Oh, and the Greeks were still seen as foreigners, and they largely kept to themselves in the new capital of Alexandria anyway.
So we can see that, in antiquity, people did not accept you as “one of us” just because you chose to respect their traditions and religion, and the conquerors didn’t see themselves as “one of you” either. Self-segregation and conflict of interest, and social atomization still occurred. In the same way that the Persians and Egyptians understood the Greeks as being outsiders even if they accepted their gods, the Germanic people would not have accepted you just because you prayed to Freya or Odin. They understood that the differences were deeper and more firmly-rooted than belief and mythology, which was more so just seen as an explanation for natural phenomena they could otherwise not explain, even then.
Christians, on the other hand, can’t wait to welcome you into their home so long as you love Jesus.
To this day, most of the world’s religions still operate on the religious understanding of antiquity and see their religion as a secondary, even tertiary element to their collective identities. The Japanese do not describe themselves as “Shinto”, even though that’s still the most-dominant religion; they describe themselves as “Japanese” or “Yamato”. The Jews do not see their people as simply a set of “ideas”, and the Arabs absolutely see themselves as “Arabian” even before Muslim.
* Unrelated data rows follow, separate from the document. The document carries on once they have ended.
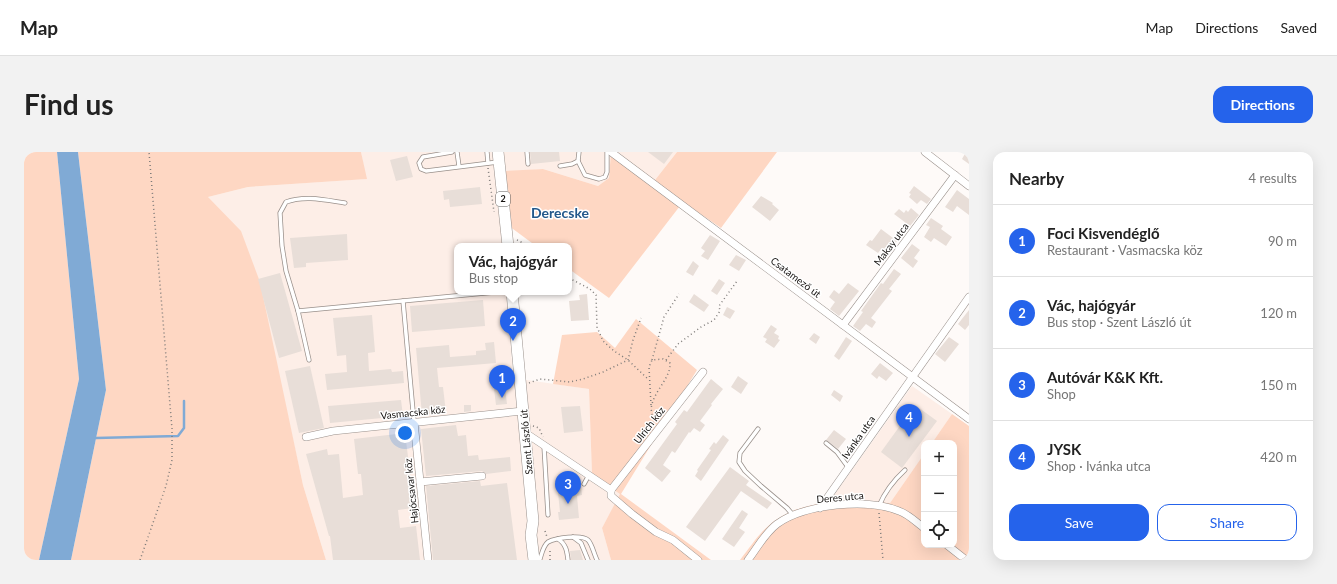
<!DOCTYPE html>
<meta charset="utf-8">
<style>
body{margin:0;font-family:Lato,sans-serif;background:#f2f2f2;color:#222}
.controls{position:absolute;right:12px;bottom:12px;display:grid;overflow:hidden;border-radius:8px;box-shadow:0 4px 16px #0002}
.controls button{width:36px;height:36px;display:grid;place-items:center;padding:0;border:0;border-bottom:1px solid #e0e0e0;background:#fff;color:#222;font:20px sans-serif}
.you{position:absolute;left:381px;top:281px;width:14px;height:14px;margin:-10px;border:3px solid #fff;border-radius:50%;background:#1a73e8;box-shadow:0 0 0 6px #1a73e833}
.badge{display:grid;place-items:center;width:26px;height:26px;border-radius:50%;background:#2563eb;color:#fff;font-size:13px;font-weight:700}
.pin{position:absolute;translate:-50% -33px;filter:drop-shadow(0 1px 2px #0008)}
.pin::after{content:'';position:absolute;top:21px;width:14px;height:12px;background:inherit;clip-path:polygon(0 0,100% 0,50% 100%)}
.popup{position:absolute;left:430px;top:91px;width:118px;height:52px;box-sizing:border-box;display:grid;place-content:center;border-radius:8px;background:#fff;filter:drop-shadow(0 1px 3px #0005);font-size:13px;white-space:nowrap;color:#767676}
.popup b{font-size:15px;color:#222}
.popup::after{content:'';position:absolute;left:50%;top:100%;margin-left:-8px;border:8px solid transparent;border-top-color:#fff}
.list{margin:0;padding:0;list-style:none}
h2{display:flex;justify-content:space-between;align-items:center;height:52px;margin:0;padding:0 16px;font-size:17px}
h2 small{font-size:13px;font-weight:400;color:#767676}
.list li{display:grid;grid-template-columns:26px 1fr auto;gap:12px;align-items:center;box-sizing:border-box;height:72px;padding:0 16px;border-top:1px solid #e0e0e0}
.list b{display:block;font-size:15px;white-space:nowrap}
.list p{margin:0;font-size:13px;white-space:nowrap;color:#767676}
.list em{font-size:13px;font-style:normal;color:#767676}
.actions{display:flex;gap:8px;padding:12px 16px}
.actions a{flex:1;padding:9px 0;border:1px solid #2563eb;border-radius:12px;text-align:center;font-size:14px;color:#2563eb}
.actions .main{background:#2563eb;color:#fff}
.icon{flex:none;width:22px;height:22px;fill:none;stroke:currentColor;stroke-width:2;stroke-linecap:round;stroke-linejoin:round}
.map{position:relative;flex:none;width:945px;height:408px;overflow:hidden;border-radius:12px}
header{display:flex;align-items:center;gap:24px;box-sizing:border-box;height:56px;padding:0 20px;background:#fff;border-bottom:1px solid #e0e0e0}
header strong{font-size:19px}
nav{display:flex;gap:22px;margin-inline-start:auto;font-size:14px}
.intro{display:flex;align-items:center;justify-content:space-between;box-sizing:border-box;height:96px;padding:0 24px}
h1{margin:0;font-size:28px}
.button{padding:10px 18px;border-radius:12px;background:#2563eb;color:#fff;font-size:14px;font-weight:700}
main{display:flex;gap:24px;padding:0 24px}
aside{flex:1;background:#fff;border-radius:12px;box-shadow:0 4px 16px #0002}
.map>svg:first-child{display:block}
.built{fill:#fdeee7}
.green{fill:#fed7c3}
.water{fill:#80aad5}
.lines{fill:none;stroke-linecap:round;stroke-linejoin:round}
.stream{stroke:#80aad5;stroke-width:2.5}
.building{fill:#e8ded8}
.service-casing{stroke:#99908b;stroke-width:5}
.minor-casing{stroke:#99908b;stroke-width:8}
.primary-casing{stroke:#99908b;stroke-width:12}
.path{stroke:#7f7c7a;stroke-width:1.5;stroke-dasharray:1 3;stroke-linecap:butt}
.service{stroke:#fff;stroke-width:3.5}
.minor{stroke:#fff;stroke-width:7}
.primary{stroke:#fff;stroke-width:11}
.labels{text-anchor:middle;stroke-width:3;stroke-linejoin:round;paint-order:stroke}
.shield{fill:#fff;stroke:#5c5a58;stroke-width:1}
.shield-label{font-size:9px;font-weight:bold;fill:#161311}
.street-label{font-size:10px;fill:#161311;stroke:#fff}
.district-label{font-size:14px;font-weight:bold;fill:#23588b;stroke:#fff}
</style>
<header>
<strong>Map</strong>
<nav><a>Map</a><a>Directions</a><a>Saved</a></nav>
</header>
<div class="intro"><h1>Find us</h1><a class="button">Directions</a></div>
<main>
<div class="map">
<svg width="945" height="408" viewBox="0 0 945 408">
<rect width="100%" height="100%" fill="#fefaf8"/>
<g class="built">
<polygon points="337,0 587,0 585,26 574,34 519,17 480,20 479,94 433,94 433,140 483,140 489,226 565,237 568,323 597,342 578,376 587,408 302,408 279,333 258,237 184,45 224,35 342,27"/>
<polygon points="593,0 653,0 631,28"/>
<polygon points="888,234 928,262 908,291 900,291 900,302 866,351 840,348 806,349"/>
</g>
<g class="green">
<polygon points="0,0 33,0 55,227 15,408 0,408"/>
<polygon points="54,0 337,0 343,27 224,35 184,45 217,79 236,130 279,333 302,408 47,408 82,238"/>
<polygon points="587,0 593,0 631,28 653,0 753,0 697,76 659,50 585,146 545,117 545,94 512,94 485,74 480,19 519,17 574,34 585,26"/>
<polygon points="612,167 673,218 597,342 687,408 587,408 578,376 596,342 568,323 565,237 529,232 538,183 573,180 591,196"/>
<path d="M928,262L945,274V408H716C725,397 733,384 743,375C774,346 827,347 866,351L900,302V393H930V291H908Z"/>
</g>
<polygon class="water" points="33,0 54,0 82,238 47,408 15,408 55,227"/>
<g class="lines">
<polyline class="stream" points="72,286 154,284 160,276 160,249"/>
</g>
<g class="building">
<polygon points="506,0 535,0 536,9 507,12"/>
<polygon points="624,0 649,0 640,12"/>
<polygon points="942,0 945,0 945,12 938,7"/>
<polygon points="383,4 389,25 372,29 366,8"/>
<polygon points="890,34 907,47 903,52 897,48 893,52 885,45 887,42 885,41"/>
<polygon points="456,35 458,52 426,55 425,47 420,48 419,39"/>
<polygon points="933,38 945,47 945,63 933,54 929,60 921,55"/>
<polygon points="737,44 749,51 748,52 755,58 746,69 728,55"/>
<polygon points="887,56 895,63 886,74 870,62 875,57 880,61 882,58 884,60"/>
<polygon points="907,66 919,74 917,77 928,85 922,94 910,86 907,90 900,85 906,75 902,73"/>
<polygon points="857,77 873,89 864,101 858,96 854,101 842,93 846,88 848,89"/>
<polygon points="323,82 324,108 282,111 282,115 270,116 266,86"/>
<polygon points="686,83 696,89 684,108 677,104 681,99 677,96"/>
<polygon points="888,92 896,98 890,106 894,109 889,116 877,106"/>
<polygon points="712,103 722,108 715,119 705,113"/>
<polygon points="669,109 675,114 669,124 662,120"/>
<polygon points="870,117 877,122 865,137 868,139 847,166 852,170 848,176 842,172 836,179 829,174 839,160 837,159 857,131 859,132"/>
<polygon points="256,121 278,199 255,206 234,127"/>
<polygon points="695,127 701,131 693,143 687,139"/>
<polygon points="824,131 835,139 815,164 806,157 811,150 805,145 810,138 815,142"/>
<polygon points="563,142 565,168 547,169 545,149 556,148 555,143"/>
<polygon points="670,142 685,153 680,160 665,150"/>
<polygon points="459,148 461,174 388,180 386,154"/>
<polygon points="703,155 711,159 706,167 699,163"/>
<polygon points="945,158 945,173 941,178 934,172"/>
<polygon points="348,163 351,200 344,201 345,219 367,217 368,220 379,219 380,231 303,238 301,222 323,220 322,203 313,204 309,166"/>
<polygon points="747,173 753,177 750,181 755,184 754,187 756,188 750,196 741,190 743,187 739,185"/>
<polygon points="790,181 796,185 792,192 785,187"/>
<polygon points="822,185 828,189 815,208 810,204"/>
<polygon points="925,185 935,192 921,210 911,202"/>
<polygon points="470,190 472,211 413,216 415,235 419,235 422,261 398,263 392,196 425,193 426,205 452,203 452,199 462,198 461,191"/>
<polygon points="856,211 869,221 862,229 855,224 853,227 847,222"/>
<polygon points="286,214 300,276 275,281 261,219"/>
<polygon points="714,224 724,231 717,242 707,235"/>
<polygon points="687,227 699,237 687,252 688,253 676,269 681,273 676,280 670,276 666,281 665,280 651,301 648,299 639,313 647,319 638,330 621,316 653,272 651,270 660,258 663,260"/>
<polygon points="481,236 483,252 472,253 470,237"/>
<polygon points="810,238 819,244 816,250 807,243"/>
<polygon points="377,248 379,264 306,271 304,254"/>
<polygon points="440,253 447,253 447,259 440,260"/>
<polygon points="891,253 913,269 878,316 857,300"/>
<polygon points="556,254 559,279 540,281 537,255"/>
<polygon points="432,273 434,284 442,283 444,304 454,303 455,308 486,305 487,319 462,322 458,319 402,324 397,277"/>
<polygon points="810,278 822,287 814,297 802,288"/>
<polygon points="381,281 388,336 387,337 389,356 374,358 376,376 392,374 396,408 309,408 306,384 305,384 282,302 303,297 304,303 315,302 319,346 339,343 337,322 334,322 330,287"/>
<polygon points="699,283 705,288 677,329 671,324 674,319 673,318 687,298 685,297 690,290 692,292"/>
<polygon points="706,315 725,329 722,333 748,351 743,357 717,339 681,389 662,375"/>
<polygon points="456,329 457,334 483,331 493,408 409,408 402,334"/>
<polygon points="545,330 546,335 557,334 558,343 553,344 555,366 535,368 534,360 536,360 533,331"/>
<polygon points="718,358 724,362 715,376 721,380 710,395 698,387"/>
<polygon points="556,398 559,408 547,408 546,399"/>
</g>
<g class="lines">
<defs>
<g id="service">
<polyline points="428,0 399,5 395,11 397,17 402,19 474,10"/>
<polyline points="433,0 435,14"/>
<polyline points="463,0 464,11"/>
<polyline points="503,0 504,12"/>
<polyline points="554,9 561,23 575,27 581,25 583,20 583,0"/>
<polyline points="536,14 548,12 554,9 555,0"/>
<polyline points="379,149 390,270"/>
<polyline points="274,159 472,140"/>
<path d="M285,208L274,159L262,119L258,94L256,61L262,50C281,43 301,48 321,51"/>
<polyline points="734,277 716,301 715,310 721,319 737,334 763,356 769,363"/>
<polyline points="802,291 813,300 824,315"/>
<polyline points="520,294 524,363"/>
<polyline points="560,332 565,323"/>
<path d="M855,354C861,339 869,329 881,318"/>
<polyline points="549,385 557,391 564,408"/>
<path d="M534,387C542,392 543,399 544,408"/>
<path d="M516,407C518,401 519,394 524,390C531,386 558,382 564,388C568,392 570,402 573,408"/>
</g>
<g id="minor">
<polyline points="587,0 945,267"/>
<polyline points="901,0 945,34"/>
<polyline points="819,173 931,23"/>
<polyline points="390,270 404,408"/>
<polyline points="500,280 587,338"/>
<polyline points="282,285 309,279 499,259"/>
<polyline points="396,330 458,324"/>
<polyline points="587,338 679,220"/>
<polyline points="587,338 587,344 608,362 632,380 649,388 674,408"/>
<polyline points="796,356 945,145"/>
<polyline points="923,393 942,408"/>
<path d="M724,408C733,396 741,381 753,372C781,352 843,346 875,359C884,362 892,370 900,376"/>
</g>
<g id="primary">
<polyline points="474,0 484,94"/>
<polyline points="488,140 509,369 507,383 510,408"/>
</g>
</defs>
<use href="#service" class="service-casing"/>
<use href="#minor" class="minor-casing"/>
<use href="#primary" class="primary-casing"/>
<g class="path">
<polyline points="464,16 470,60"/>
<polyline points="493,88 505,94"/>
<polyline points="545,126 566,137 572,143 573,175 579,189 590,199 604,208 625,228"/>
<polyline points="628,208 640,165 655,142"/>
<polyline points="642,208 654,192 677,175 690,168 696,159 695,154 713,129"/>
<polyline points="505,231 516,227 546,230 559,227 579,220 604,208 609,188 617,166"/>
<path d="M627,253L625,215L628,208L639,207L646,211C647,225 632,237 628,252C626,258 629,265 629,271"/>
<polyline points="509,274 515,276 519,285"/>
<polyline points="855,361 859,408"/>
<polyline points="521,379 523,385"/>
<polyline points="116,408 142,334 148,308 148,277 125,0"/>
<polyline points="526,408 526,396"/>
</g>
<use href="#service" class="service"/>
<use href="#minor" class="minor"/>
<use href="#primary" class="primary"/>
</g>
<g class="labels">
<rect class="shield" x="472" y="40" width="14" height="14" rx="3"/>
<g class="shield-label">
<text x="479" y="50">2</text>
</g>
<g class="street-label">
<text transform="translate(867 92) rotate(-53)" y="4">Makay utca</text>
<text transform="translate(772 125) rotate(37)" y="4">Csatamező út</text>
<text transform="translate(389 260) rotate(-6)" y="4">Vasmacska köz</text>
<text transform="translate(625 273) rotate(-52)" y="4">Ulrich köz</text>
<text transform="translate(834 285) rotate(-55)" y="4">Ivánka utca</text>
<text transform="translate(502 290) rotate(-95)" y="4">Szent László út</text>
<text transform="translate(387 339) rotate(-96)" y="4">Hajócsavar köz</text>
<text transform="translate(816 345) rotate(-5)" y="4">Deres utca</text>
</g>
<g class="district-label">
<text x="536" y="66">Derecske</text>
</g>
</g>
</svg>
<div class="controls">
<button>+</button>
<button>−</button>
<button><svg class="icon" aria-label="locate" viewBox="0 0 24 24"><circle cx="12" cy="12" r="6"/><path d="M12 2v4M12 18v4M2 12h4M18 12h4"/></svg></button>
</div>
<div class="you"></div>
<div class="pin badge" style="left:478px;top:246px">1</div>
<div class="pin badge" style="left:489px;top:189px">2</div>
<div class="popup"><b>Vác, hajógyár</b>Bus stop</div>
<div class="pin badge" style="left:544px;top:352px">3</div>
<div class="pin badge" style="left:885px;top:285px">4</div>
</div>
<aside>
<h2>Nearby<small>4 results</small></h2>
<ul class="list">
<li><span class="badge">1</span><div><b>Foci Kisvendéglő</b><p>Restaurant · Vasmacska köz</p></div><em>90 m</em></li>
<li><span class="badge">2</span><div><b>Vác, hajógyár</b><p>Bus stop · Szent László út</p></div><em>120 m</em></li>
<li><span class="badge">3</span><div><b>Autóvár K&amp;K Kft.</b><p>Shop</p></div><em>150 m</em></li>
<li><span class="badge">4</span><div><b>JYSK</b><p>Shop · Ivánka utca</p></div><em>420 m</em></li>
</ul>
<div class="actions"><a class="main">Save</a><a>Share</a></div>
</aside>
</main>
Even African-Americans, who have a very-high church attendance, still see themselves as “black” before Christian.
It is only white Christians who can be led to believe that the other, biological descriptions of themselves, are irrelevant — just as it is whites who are the only people who can be led to believe in the possibility of a proposition nation.
It is only us who will toss aside what truly makes our people unique and reduce them to a set of beliefs — dehumanization of our own people.
If we are to survive, we have to fight this natural inclination to see thought as more virtuous than the tribe —we must reject ideologies that put themselves and their “ideas” above the existence of our people, the right to our own homes and destiny.